This automated churn predictor generates sample customer data (with company names), trains a machine-learning model, evaluates performance, and saves risk predictions for a connected Shiny dashboard.
if (file.exists("data/synthetic_churn_data.csv")) {
churn_data <- read_csv("data/synthetic_churn_data.csv", show_col_types = FALSE)
cat("Loaded existing churn dataset.
")
} else {
dir.create("data", showWarnings = FALSE)
n <- 1000
churn_data <- tibble(
company = paste("Company", seq_len(n)),
usage_score = runif(n, 0, 100),
nps = sample(seq(0, 10), n, replace = TRUE),
tickets = rpois(n, 3),
days_since_login = rpois(n, 30),
contract_length_months = sample(c(6, 12, 24), n, replace = TRUE)
) %>%
mutate(
health_score = (usage_score * 0.35 + nps * 10 * 0.35 - tickets * 0.1),
churn_prob = plogis(-3 + 0.04 * days_since_login - 0.02 * usage_score - 0.1 * nps + 0.3 * tickets),
churn = rbinom(n, 1, churn_prob)
)
write_csv(churn_data, "data/synthetic_churn_data.csv")
cat("✅ Synthetic churn dataset created with company names.
")
}
## ✅ Synthetic churn dataset created with company names.
data_model <- churn_data %>% select(-churn_prob)
train_index <- createDataPartition(data_model$churn, p = 0.8, list = FALSE)
train_data <- data_model[train_index, ]
test_data <- data_model[-train_index, ]
rf_model <- randomForest(factor(churn) ~ usage_score + nps + tickets + days_since_login + contract_length_months + health_score,
data = train_data, ntree = 200, importance = TRUE)
rf_model
##
## Call:
## randomForest(formula = factor(churn) ~ usage_score + nps + tickets + days_since_login + contract_length_months + health_score, data = train_data, ntree = 200, importance = TRUE)

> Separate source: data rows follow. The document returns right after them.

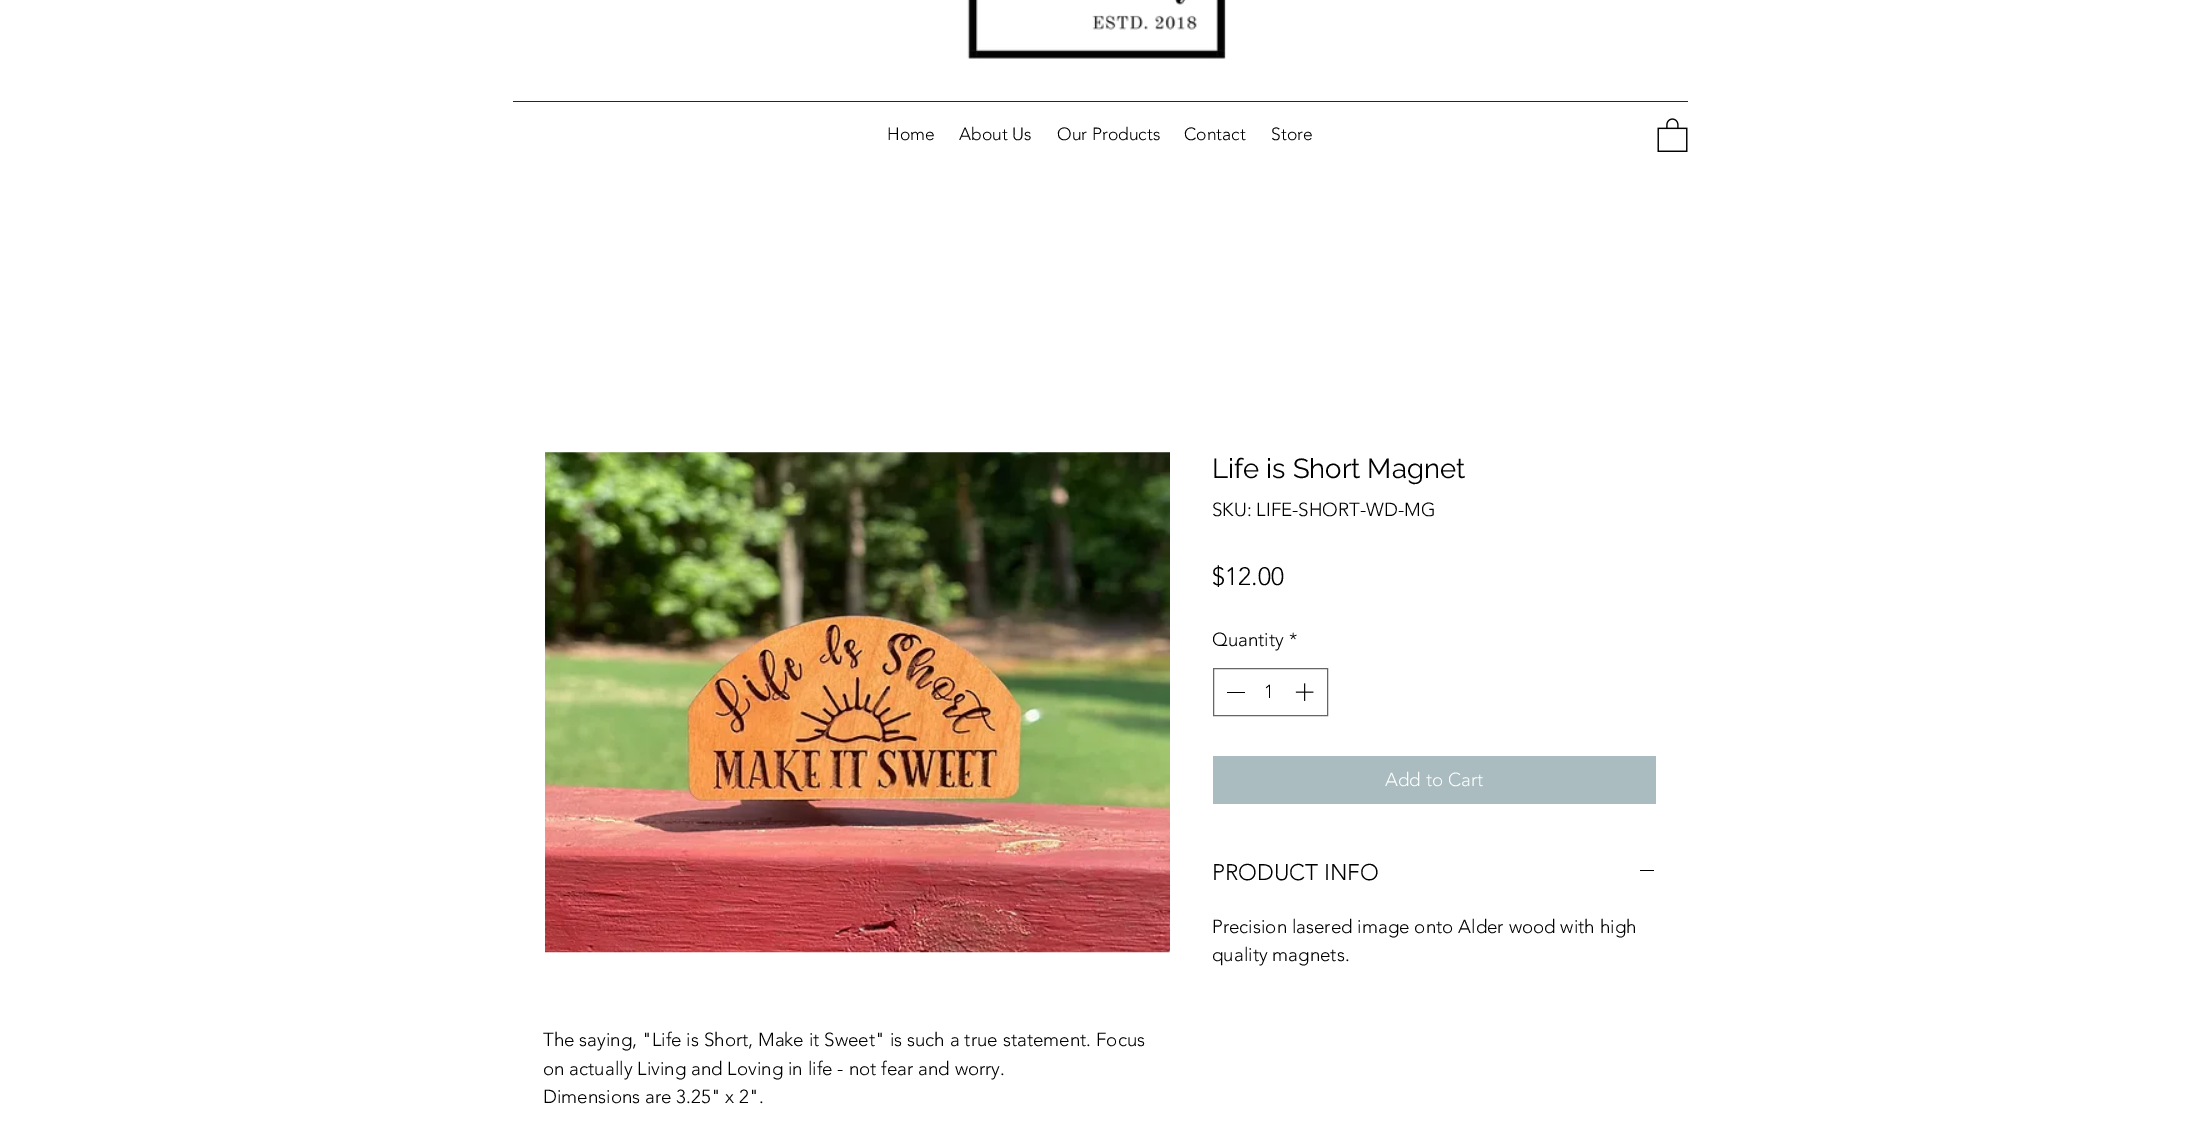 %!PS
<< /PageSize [2198 1131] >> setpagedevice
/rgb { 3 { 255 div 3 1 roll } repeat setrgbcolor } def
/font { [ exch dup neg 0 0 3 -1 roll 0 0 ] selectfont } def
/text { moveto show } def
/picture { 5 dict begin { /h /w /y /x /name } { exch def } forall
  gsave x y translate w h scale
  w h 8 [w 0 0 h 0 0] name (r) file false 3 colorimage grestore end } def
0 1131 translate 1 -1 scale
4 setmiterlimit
255 255 255 rgb
0 0 2198 1131 rectfill
(img_01.rgb) 967 0 259 59 picture
38 38 38 rgb
513 101 1175 1 rectfill
(img_02.rgb) 1657 118 31 34 picture
102 102 102 rgb
1213.5 668.5 114 47 rectstroke
0 0 0 rgb
1227 692 18 1 rectfill
(img_03.rgb) 1295 683 19 18 picture
170 188 191 rgb
1213 756 443 48 rectfill
0 0 0 rgb
1640 870 14 1 rectfill
(img_04.rgb) 545 452 625 501 picture
/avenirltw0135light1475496-Light 17.5 font
(Home) 887 140 text
(About Us) 959 140 text
(Our Products) 1057 140 text
(Contact) 1184 140 text
(Store) 1271 140 text
/Raleway-Regular 27.5 font
(Life is Short Magnet) 1212 478 text
/avenirltw0135light1475496-Light 18.75 font
(SKU: LIFE-SHORT-WD-MG) 1212 516 text
/avenirltw0135light1475496-Light 25 font
($12.00) 1212 585 text
/avenirltw0135light1475496-Light 18.75 font
(Quantity *) 1212 646 text
(1) 1264 698 text
255 255 255 rgb
(Add to Cart) 1385 786 text
/avenirltw0135light1475496-Light 22.5 font
0 0 0 rgb
(PRODUCT INFO) 1212 880 text
/avenirltw0135light1475496-Light 18.75 font
(Precision lasered image onto Alder wood with high) 1212 933 text
(quality magnets.) 1212 961 text
(The saying, "Life is Short, Make it Sweet" is such a true statement. Focus) 543 1046 text
(on actually Living and Loving in life - not fear and worry.) 543 1075 text
(Dimensions are 3.25" x 2".) 543 1103 text
showpage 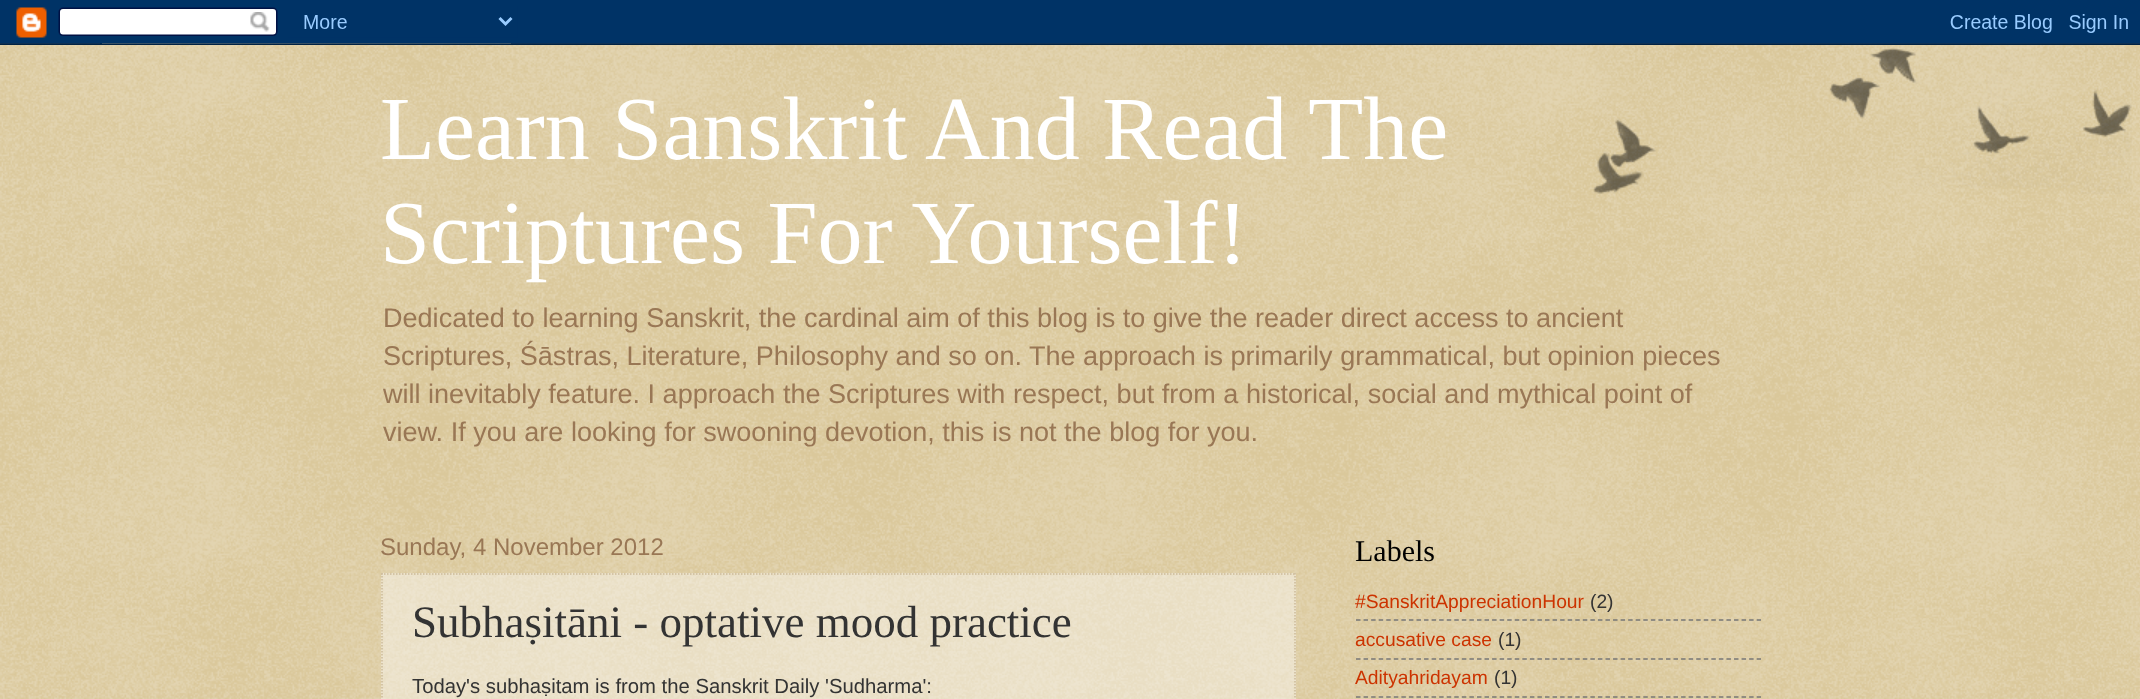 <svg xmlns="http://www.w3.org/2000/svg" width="2140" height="699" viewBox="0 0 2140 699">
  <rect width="100%" height="100%" fill="rgb(192,161,84)"/>
  <image x="0" y="43" width="2140" height="656" href="pic1.png"/>
  <image x="0" y="0" width="2140" height="45" href="pic2.png"/>
  <g font-family="Liberation Serif" font-size="90" fill="rgb(255,255,255)">
    <text>
      <tspan x="380" y="159">Learn Sanskrit And Read The</tspan>
      <tspan x="380" y="263">Scriptures For Yourself!</tspan>
    </text>
  </g>
  <g font-family="Liberation Sans" font-size="27.05" fill="rgb(153,119,85)">
    <text>
      <tspan x="383" y="327">Dedicated to learning Sanskrit, the cardinal aim of this blog is to give the reader direct access to ancient</tspan>
      <tspan x="383" y="365">Scriptures, Śāstras, Literature, Philosophy and so on. The approach is primarily grammatical, but opinion pieces</tspan>
      <tspan x="383" y="403">will inevitably feature. I approach the Scriptures with respect, but from a historical, social and mythical point of</tspan>
      <tspan x="383" y="441">view. If you are looking for swooning devotion, this is not the blog for you.</tspan>
    </text>
  </g>
  <text x="380" y="555" font-family="Liberation Sans" font-size="24" fill="rgb(153,119,85)">Sunday, 4 November 2012</text>
  <rect x="381" y="573" width="915" height="126" fill="rgba(255,255,255,0.4)"/>
  <path d="M381 574H1296" fill="none" stroke="rgb(204,187,153)" stroke-width="1.5" stroke-dasharray="1.5 1.5"/>
  <path d="M1295 573V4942.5" fill="none" stroke="rgb(204,187,153)" stroke-width="1.5" stroke-dasharray="1.5 1.5"/>
  <path d="M382 573V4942.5" fill="none" stroke="rgb(204,187,153)" stroke-width="1.5" stroke-dasharray="1.5 1.5"/>
  <text x="412" y="637" font-family="Liberation Serif" font-size="45" fill="rgb(51,51,51)">Subhaṣitāni - optative mood practice</text>
  <text x="412" y="693" font-family="Liberation Sans" font-size="20.3" fill="rgb(51,51,51)">Today's subhaṣitam is from the Sanskrit Daily 'Sudharma':</text>
  <text x="1355" y="561" font-family="Liberation Serif" font-size="30" fill="rgb(0,0,0)">Labels</text>
  <text x="1355" y="608" font-family="Liberation Sans" font-size="19.25" fill="rgb(204,51,0)">#SanskritAppreciationHour</text>
  <text x="1590" y="608" font-family="Liberation Sans" font-size="19.25" fill="rgb(51,51,51)">(2)</text>
  <path d="M1356 620H1761" fill="none" stroke="rgb(119,119,119)" stroke-width="1.5" stroke-dasharray="4.5 3.06"/>
  <text x="1355" y="646" font-family="Liberation Sans" font-size="19.25" fill="rgb(204,51,0)">accusative case</text>
  <text x="1498" y="646" font-family="Liberation Sans" font-size="19.25" fill="rgb(51,51,51)">(1)</text>
  <path d="M1356 659H1761" fill="none" stroke="rgb(119,119,119)" stroke-width="1.5" stroke-dasharray="4.5 3.06"/>
  <text x="1355" y="684" font-family="Liberation Sans" font-size="19.25" fill="rgb(204,51,0)">Adityahridayam</text>
  <text x="1494" y="684" font-family="Liberation Sans" font-size="19.25" fill="rgb(51,51,51)">(1)</text>
  <path d="M1356 697H1761" fill="none" stroke="rgb(119,119,119)" stroke-width="1.5" stroke-dasharray="4.5 3.06"/>
  <image x="1593" y="48" width="539" height="146" href="pic3.png"/>
</svg> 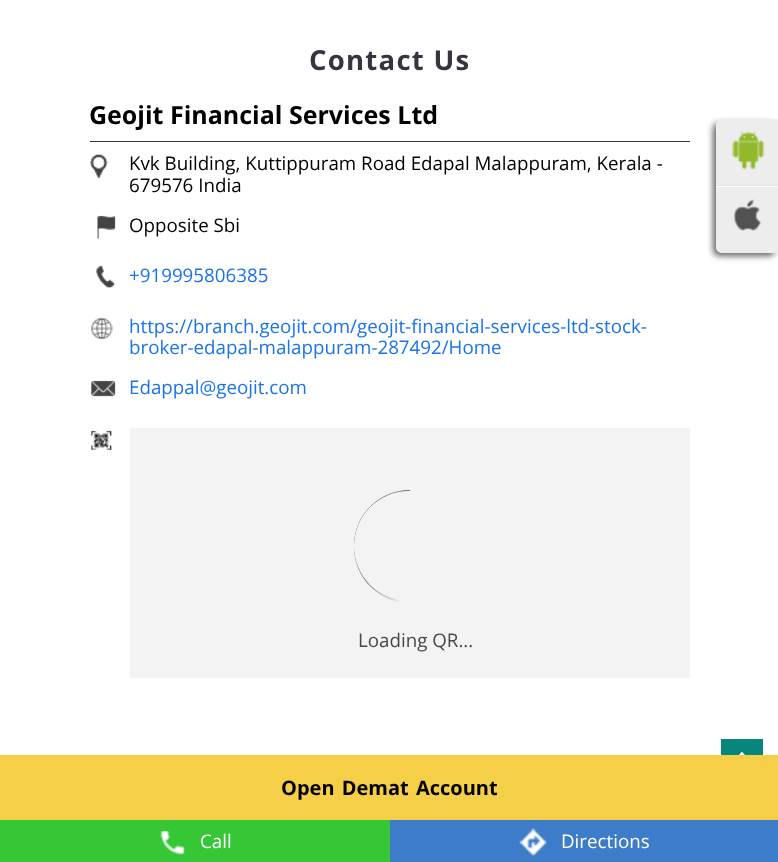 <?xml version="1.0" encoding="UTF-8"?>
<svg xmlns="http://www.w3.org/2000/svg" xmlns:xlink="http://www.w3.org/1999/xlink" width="778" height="862">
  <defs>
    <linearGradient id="g1" gradientUnits="userSpaceOnUse" x1="354" y1="546" x2="466" y2="546"><stop offset="0.1" stop-color="#7d7d7d" /><stop offset="0.42" stop-color="#f3f3f3" /></linearGradient>
  </defs>
  <rect width="100%" height="100%" fill="#ffffff" />
  <rect x="90" y="141" width="600" height="1" fill="#333333" />
  <image x="90" y="154" width="18" height="25" xlink:href="image1.png" />
  <image x="97" y="215" width="19" height="24" xlink:href="image2.png" />
  <image x="96" y="265" width="20" height="23" xlink:href="image3.png" />
  <image x="91" y="317" width="22" height="23" xlink:href="image4.png" />
  <image x="91" y="380" width="25" height="17" xlink:href="image5.png" />
  <image x="91" y="430" width="21" height="20" xlink:href="image6.png" />
  <rect x="130" y="428" width="560" height="250" fill="#f3f3f3" />
  <rect x="354" y="490" width="112" height="113" rx="56" fill="url(#g1)" />
  <path d="M 410 490 v 56 h -56 c 0 -31 25 -56 56 -56 z" fill="#6f6f6f" />
  <rect x="354" y="491" width="111" height="110" rx="55" fill="#f3f3f3" />
  <rect x="713" y="123" width="62" height="133" rx="6" fill="#323232" fill-opacity="0.75" filter="blur(3px)" />
  <path d="M 722 119 h 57 v 134 h -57 c -3.5 0 -6 -2.5 -6 -6 v -122 c 0 -3.5 2.5 -6 6 -6 z" fill="#ededed" />
  <rect x="716" y="185" width="62" height="1" fill="#e3e3e3" />
  <image x="731" y="131" width="34" height="39" xlink:href="image7.png" />
  <rect x="716" y="186" width="62" height="1" fill="#ffffff" />
  <image x="733" y="199" width="28" height="32" xlink:href="image8.png" />
  <rect y="820" width="390" height="42" fill="#35c736" />
  <image x="160" y="830" width="25" height="25" xlink:href="image9.png" />
  <rect x="390" y="820" width="388" height="42" fill="#3d7cc9" />
  <image x="519" y="828" width="28" height="28" xlink:href="image10.png" />
  <rect x="721" y="739" width="42" height="16" fill="#07877b" />
  <path d="M 729.5 768 l -2 -2 l 14.5 -14 l 1.5 2 z" fill="#ffffff" />
  <path d="M 754 768 l -14 -14 l 2 -2 l 14 14 z" fill="#ffffff" />
  <rect y="755" width="778" height="65" fill="#f5cf47" />
  <text x="309" y="70" style="font-family: Open Sans; font-size: 27.5px; font-weight: bold; letter-spacing: 1.25px; fill: #393341">Contact Us</text>
  <text x="89" y="124" style="font-family: Open Sans; font-size: 25px; font-weight: bold; fill: #000000">Geojit Financial Services Ltd</text>
  <text x="129" y="170" style="font-family: Open Sans; font-size: 18.75px; fill: #000000">Kvk Building, Kuttippuram Road Edapal Malappuram, Kerala -</text>
  <text x="129" y="192" style="font-family: Open Sans; font-size: 18.75px; fill: #000000">679576 India</text>
  <text x="129" y="232" style="font-family: Open Sans; font-size: 18.75px; fill: #000000">Opposite Sbi</text>
  <text x="129" y="282" style="font-family: Open Sans; font-size: 18.75px; fill: #1b74e8">+919995806385</text>
  <text x="129" y="333" style="font-family: Open Sans; font-size: 18.75px; fill: #1b74e8">https://branch.geojit.com/geojit-financial-services-ltd-stock-</text>
  <text x="129" y="354" style="font-family: Open Sans; font-size: 18.75px; fill: #1b74e8">broker-edapal-malappuram-287492/Home</text>
  <text x="129" y="394" style="font-family: Open Sans; font-size: 18.75px; fill: #1b74e8">Edappal@geojit.com</text>
  <text x="358" y="647" style="font-family: Open Sans; font-size: 18.75px; fill: #484848">Loading QR...</text>
  <text x="200" y="848" style="font-family: Open Sans; font-size: 18.75px; fill: #ffffff">Call</text>
  <text x="561" y="848" style="font-family: Open Sans; font-size: 18.75px; fill: #ffffff">Directions</text>
  <text x="281" y="795" word-spacing="2" style="font-family: Open Sans; font-size: 20px; font-weight: bold; fill: #000000">Open Demat Account</text>
</svg>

## Type of random forest: classification
## Number of trees: 200
## No. of variables tried at each split: 2
##
## OOB estimate of error rate: 11.62%
## Confusion matrix:
## 0 1 class.error
## 0 702 7 0.009873061
## 1 86 5 0.945054945
preds <- predict(rf_model, test_data, type = "response")
conf_matrix <- confusionMatrix(factor(preds), factor(test_data$churn))
conf_matrix
## Confusion Matrix and Statistics
##
## Reference
## Prediction 0 1
## 0 182 16
## 1 2 0
##
## Accuracy : 0.91
## 95% CI : (0.8615, 0.9458)
## No Information Rate : 0.92
## P-Value [Acc > NIR] : 0.749439
##
## Kappa : -0.0181
##
## Mcnemar's Test P-Value : 0.002183
##
## Sensitivity : 0.9891
## Specificity : 0.0000
## Pos Pred Value : 0.9192
## Neg Pred Value : 0.0000
## Prevalence : 0.9200
## Detection Rate : 0.9100
## Detection Prevalence : 0.9900
## Balanced Accuracy : 0.4946
##
## 'Positive' Class : 0
##
importance_df <- as.data.frame(importance(rf_model)) %>%
rownames_to_column("Feature")
ggplot(importance_df, aes(x = reorder(Feature, MeanDecreaseGini), y = MeanDecreaseGini)) +
geom_col(fill = "#2b8cbe") +
coord_flip() +
labs(title = "Feature Importance for Churn Model", x = "Feature", y = "Importance") +
theme_minimal()
preds_prob <- predict(rf_model, test_data, type = "prob")[, 2]
test_results <- test_data %>% mutate(predicted_prob = preds_prob) %>% arrange(desc(predicted_prob))
write_csv(test_results, "data/latest_churn_predictions.csv")
cat("Saved predictions to data/latest_churn_predictions.csv
")
## Saved predictions to data/latest_churn_predictions.csv
cat("Model Accuracy:", round(conf_matrix$overall["Accuracy"], 3), "
")
## Model Accuracy: 0.91
cat("F1 Score:", round(conf_matrix$byClass["F1"], 3), "
")
## F1 Score: 0.953
0 6 * * * /usr/local/bin/Rscript -e "rmarkdown::render('~/Projects/churn_predictor_with_company_names.Rmd')"
The output file below feeds the live dashboard.
data/latest_churn_predictions.csv
the Shiny app reads this automatically and displays company names in the Top 10 At‑Risk Customers table.